TASK DETAILS. Each line of data below must be printed exactly as written, with any pictures removed.

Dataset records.
-.-.-
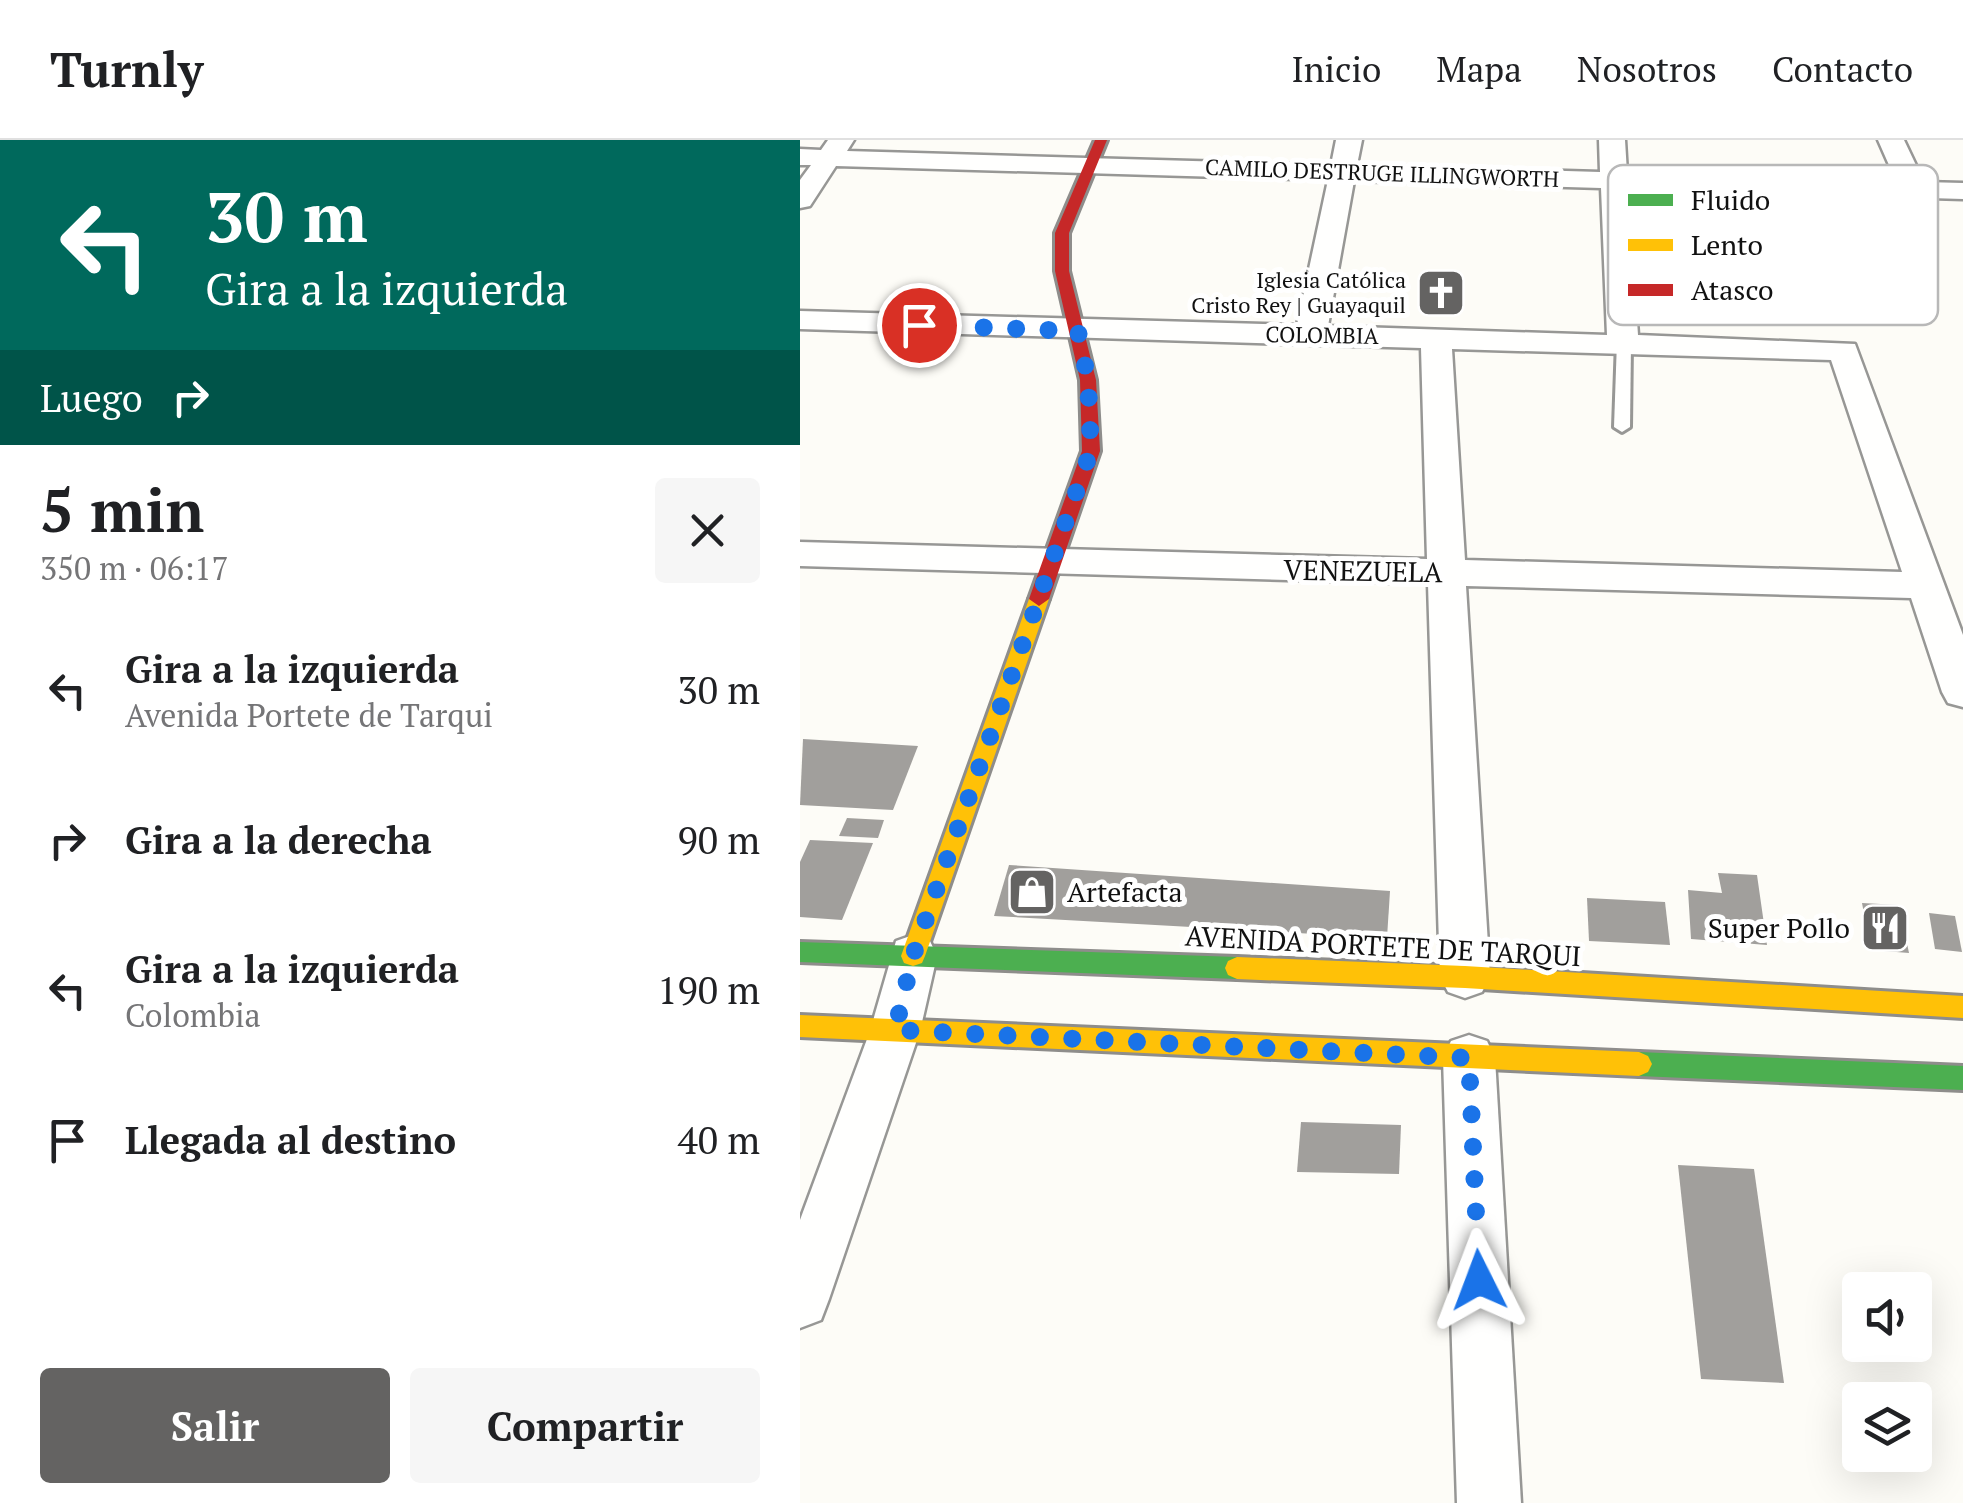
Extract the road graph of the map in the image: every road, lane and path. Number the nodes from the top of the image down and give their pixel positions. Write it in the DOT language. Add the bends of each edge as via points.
graph roads {
  1 [pos="1349,140"];
  2 [pos="1612,140"];
  3 [pos="1891,140"];
  4 [pos="835,149"];
  5 [pos="1096,153"];
  6 [pos="800,157"];
  7 [pos="1613,165"];
  8 [pos="1902,165"];
  9 [pos="1345,172"];
  10 [pos="1608,180"];
  11 [pos="1938,190"];
  12 [pos="1963,191"];
  13 [pos="800,200"];
  14 [pos="800,320"];
  15 [pos="1621,325"];
  16 [pos="1078,331"];
  17 [pos="1311,334"];
  18 [pos="1436,338"];
  19 [pos="1622,344"];
  20 [pos="1622,426"];
  21 [pos="800,554"];
  22 [pos="1052,563"];
  23 [pos="1447,573"];
  24 [pos="1926,586"];
  25 [pos="1963,692"];
  26 [pos="800,952"];
  27 [pos="913,956"];
  28 [pos="1465,977"];
  29 [pos="1963,1007"];
  30 [pos="800,1026"];
  31 [pos="895,1030"];
  32 [pos="1469,1058"];
  33 [pos="1963,1078"];
  34 [pos="800,1298"];
  35 [pos="1490,1503"];
  1 -- 9 [label="street"];
  2 -- 7 [label="street"];
  3 -- 8 [label="street"];
  4 -- 5 [label="street, CAMILO DESTRUGE ILLINGWORTH"];
  4 -- 6 [label="street, CAMILO DESTRUGE ILLINGWORTH"];
  4 -- 13 [label="street"];
  5 -- 9 [label="street, CAMILO DESTRUGE ILLINGWORTH"];
  5 -- 16 [label="main road" via="1062,233 1062,270"];
  9 -- 10 [label="street, CAMILO DESTRUGE ILLINGWORTH"];
  9 -- 17 [label="street"];
  11 -- 12 [label="street, CAMILO DESTRUGE ILLINGWORTH"];
  14 -- 16 [label="street, COLOMBIA"];
  15 -- 19 [label="street"];
  16 -- 17 [label="street, COLOMBIA"];
  16 -- 22 [label="main road" via="1091,450"];
  17 -- 18 [label="street, COLOMBIA"];
  18 -- 19 [label="street, COLOMBIA"];
  18 -- 23 [label="street"];
  19 -- 20 [label="lane"];
  19 -- 24 [label="street, COLOMBIA" via="1844,351"];
  21 -- 22 [label="street, VENEZUELA"];
  22 -- 23 [label="street, VENEZUELA"];
  22 -- 27 [label="main road"];
  23 -- 24 [label="street, VENEZUELA"];
  23 -- 28 [label="street"];
  24 -- 25 [label="street"];
  26 -- 27 [label="main road, AVENIDA PORTETE DE TARQUI"];
  27 -- 28 [label="main road, AVENIDA PORTETE DE TARQUI"];
  27 -- 31 [label="street"];
  28 -- 29 [label="main road, AVENIDA PORTETE DE TARQUI"];
  30 -- 31 [label="main road"];
  31 -- 32 [label="main road"];
  31 -- 34 [label="street"];
  32 -- 33 [label="main road"];
  32 -- 35 [label="street"];
}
-.-.-
REPLY TO THE TASK.
Extract the road graph of the map in the image: every road, lane and path. Number the nodes from the top of the image down and give their pixel positions. Write it in the DOT language. Add the bends of each edge as via points.
graph roads {
  1 [pos="1349,140"];
  2 [pos="1612,140"];
  3 [pos="1891,140"];
  4 [pos="835,149"];
  5 [pos="1096,153"];
  6 [pos="800,157"];
  7 [pos="1613,165"];
  8 [pos="1902,165"];
  9 [pos="1345,172"];
  10 [pos="1608,180"];
  11 [pos="1938,190"];
  12 [pos="1963,191"];
  13 [pos="800,200"];
  14 [pos="800,320"];
  15 [pos="1621,325"];
  16 [pos="1078,331"];
  17 [pos="1311,334"];
  18 [pos="1436,338"];
  19 [pos="1622,344"];
  20 [pos="1622,426"];
  21 [pos="800,554"];
  22 [pos="1052,563"];
  23 [pos="1447,573"];
  24 [pos="1926,586"];
  25 [pos="1963,692"];
  26 [pos="800,952"];
  27 [pos="913,956"];
  28 [pos="1465,977"];
  29 [pos="1963,1007"];
  30 [pos="800,1026"];
  31 [pos="895,1030"];
  32 [pos="1469,1058"];
  33 [pos="1963,1078"];
  34 [pos="800,1298"];
  35 [pos="1490,1503"];
  1 -- 9 [label="street"];
  2 -- 7 [label="street"];
  3 -- 8 [label="street"];
  4 -- 5 [label="street, CAMILO DESTRUGE ILLINGWORTH"];
  4 -- 6 [label="street, CAMILO DESTRUGE ILLINGWORTH"];
  4 -- 13 [label="street"];
  5 -- 9 [label="street, CAMILO DESTRUGE ILLINGWORTH"];
  5 -- 16 [label="main road" via="1062,233 1062,270"];
  9 -- 10 [label="street, CAMILO DESTRUGE ILLINGWORTH"];
  9 -- 17 [label="street"];
  11 -- 12 [label="street, CAMILO DESTRUGE ILLINGWORTH"];
  14 -- 16 [label="street, COLOMBIA"];
  15 -- 19 [label="street"];
  16 -- 17 [label="street, COLOMBIA"];
  16 -- 22 [label="main road" via="1091,450"];
  17 -- 18 [label="street, COLOMBIA"];
  18 -- 19 [label="street, COLOMBIA"];
  18 -- 23 [label="street"];
  19 -- 20 [label="lane"];
  19 -- 24 [label="street, COLOMBIA" via="1844,351"];
  21 -- 22 [label="street, VENEZUELA"];
  22 -- 23 [label="street, VENEZUELA"];
  22 -- 27 [label="main road"];
  23 -- 24 [label="street, VENEZUELA"];
  23 -- 28 [label="street"];
  24 -- 25 [label="street"];
  26 -- 27 [label="main road, AVENIDA PORTETE DE TARQUI"];
  27 -- 28 [label="main road, AVENIDA PORTETE DE TARQUI"];
  27 -- 31 [label="street"];
  28 -- 29 [label="main road, AVENIDA PORTETE DE TARQUI"];
  30 -- 31 [label="main road"];
  31 -- 32 [label="main road"];
  31 -- 34 [label="street"];
  32 -- 33 [label="main road"];
  32 -- 35 [label="street"];
}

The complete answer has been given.